The deal is expected to close this quarter and isn't expected to have any material impact on Proofpoint's billings, revenue, net income or free cash flow for the current quarter or the 2018 fiscal year. Weblife was founded in 2013 and currently employs 18 people, according to LinkedIn.

Proofpoint's stock was at $92.39 in pre-market trading Wednesday. The company didn't immediately respond to requests for additional comment.

As employees increasingly access corporate data in a number of different ways, companies must take it upon themselves to safeguard information no matter where it resides, according to Kevin West, CEO of Brookline, Mass.-based K logix Security.

Companies are slowly maturing their data classification programs to align with data security and building out policies around what data users can have access to, West said. As this process evolves, West said corporations are increasingly turning to solution providers to protect the integrity of their data regardless of where it resides.

"Extending protection into personal email is really in the best interest of any corporate executive that doesn't have their head in the sand," K logix Security's West said. "This sounds positive."
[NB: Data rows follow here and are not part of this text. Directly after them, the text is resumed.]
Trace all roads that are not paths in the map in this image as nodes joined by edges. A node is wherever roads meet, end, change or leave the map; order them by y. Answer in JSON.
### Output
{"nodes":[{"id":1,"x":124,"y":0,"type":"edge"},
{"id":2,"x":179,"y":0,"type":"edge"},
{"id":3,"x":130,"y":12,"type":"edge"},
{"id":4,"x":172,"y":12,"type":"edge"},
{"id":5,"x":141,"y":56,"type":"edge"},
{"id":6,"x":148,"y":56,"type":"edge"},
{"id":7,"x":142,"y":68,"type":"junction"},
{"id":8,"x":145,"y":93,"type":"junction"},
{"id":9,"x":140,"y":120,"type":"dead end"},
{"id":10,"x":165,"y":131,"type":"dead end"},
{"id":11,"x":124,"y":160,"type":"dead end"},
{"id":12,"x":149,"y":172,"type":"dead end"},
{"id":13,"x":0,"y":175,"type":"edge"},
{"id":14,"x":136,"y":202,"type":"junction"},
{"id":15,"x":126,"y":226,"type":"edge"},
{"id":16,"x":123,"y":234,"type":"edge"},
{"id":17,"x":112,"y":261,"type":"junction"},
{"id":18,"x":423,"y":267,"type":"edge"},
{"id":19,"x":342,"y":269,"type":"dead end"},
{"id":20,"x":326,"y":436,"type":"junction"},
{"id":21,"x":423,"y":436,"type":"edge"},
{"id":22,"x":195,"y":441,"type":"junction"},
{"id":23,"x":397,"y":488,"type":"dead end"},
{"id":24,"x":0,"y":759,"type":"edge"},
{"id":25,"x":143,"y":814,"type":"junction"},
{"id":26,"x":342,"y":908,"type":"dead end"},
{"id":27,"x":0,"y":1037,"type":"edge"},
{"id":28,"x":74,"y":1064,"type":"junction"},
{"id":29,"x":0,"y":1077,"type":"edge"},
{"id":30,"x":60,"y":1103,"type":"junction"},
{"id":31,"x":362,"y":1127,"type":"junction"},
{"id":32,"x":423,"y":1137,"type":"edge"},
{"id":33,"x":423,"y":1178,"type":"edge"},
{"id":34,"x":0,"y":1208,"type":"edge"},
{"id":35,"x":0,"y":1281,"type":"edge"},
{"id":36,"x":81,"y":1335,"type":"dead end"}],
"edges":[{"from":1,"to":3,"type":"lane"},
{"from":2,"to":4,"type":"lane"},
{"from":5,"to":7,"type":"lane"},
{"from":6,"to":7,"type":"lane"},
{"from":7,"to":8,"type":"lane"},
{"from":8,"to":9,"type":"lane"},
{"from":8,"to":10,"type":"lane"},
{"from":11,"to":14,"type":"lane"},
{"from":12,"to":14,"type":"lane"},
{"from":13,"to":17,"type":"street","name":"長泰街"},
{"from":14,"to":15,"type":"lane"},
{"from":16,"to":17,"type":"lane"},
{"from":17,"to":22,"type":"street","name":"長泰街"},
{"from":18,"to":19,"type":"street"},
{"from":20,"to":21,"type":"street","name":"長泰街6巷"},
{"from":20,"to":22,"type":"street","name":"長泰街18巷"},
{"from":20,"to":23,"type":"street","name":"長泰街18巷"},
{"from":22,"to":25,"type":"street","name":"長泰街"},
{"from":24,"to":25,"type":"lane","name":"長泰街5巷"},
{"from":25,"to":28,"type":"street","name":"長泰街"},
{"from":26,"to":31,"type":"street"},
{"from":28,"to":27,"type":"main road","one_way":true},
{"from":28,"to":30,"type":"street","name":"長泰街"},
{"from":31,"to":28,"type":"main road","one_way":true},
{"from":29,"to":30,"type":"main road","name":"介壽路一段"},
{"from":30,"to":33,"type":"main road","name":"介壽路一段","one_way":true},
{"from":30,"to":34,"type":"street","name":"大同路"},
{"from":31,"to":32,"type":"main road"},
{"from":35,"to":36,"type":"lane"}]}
This is Proofpoint's second acquisition in November and comes just three weeks after the company agreed to acquire messaging security and threat intelligence provider Cloudmark for $110 million. Cloudmark has visibility spanning ISPs and mobile carriers worldwide and correlates email threat telemetry data with malware campaigns and targeted attacks like spearphishing.

Proofpoint's channel organization, however, has seen some turnover in 2017, with global channel chief Dee Dee Acquista leaving the company in January and becoming SentinelOne's new head of worldwide channels in April. And senior director of North American channels Jon Bove left Proofpoint after just one year in September to return to Fortinet as vice president of North American channels.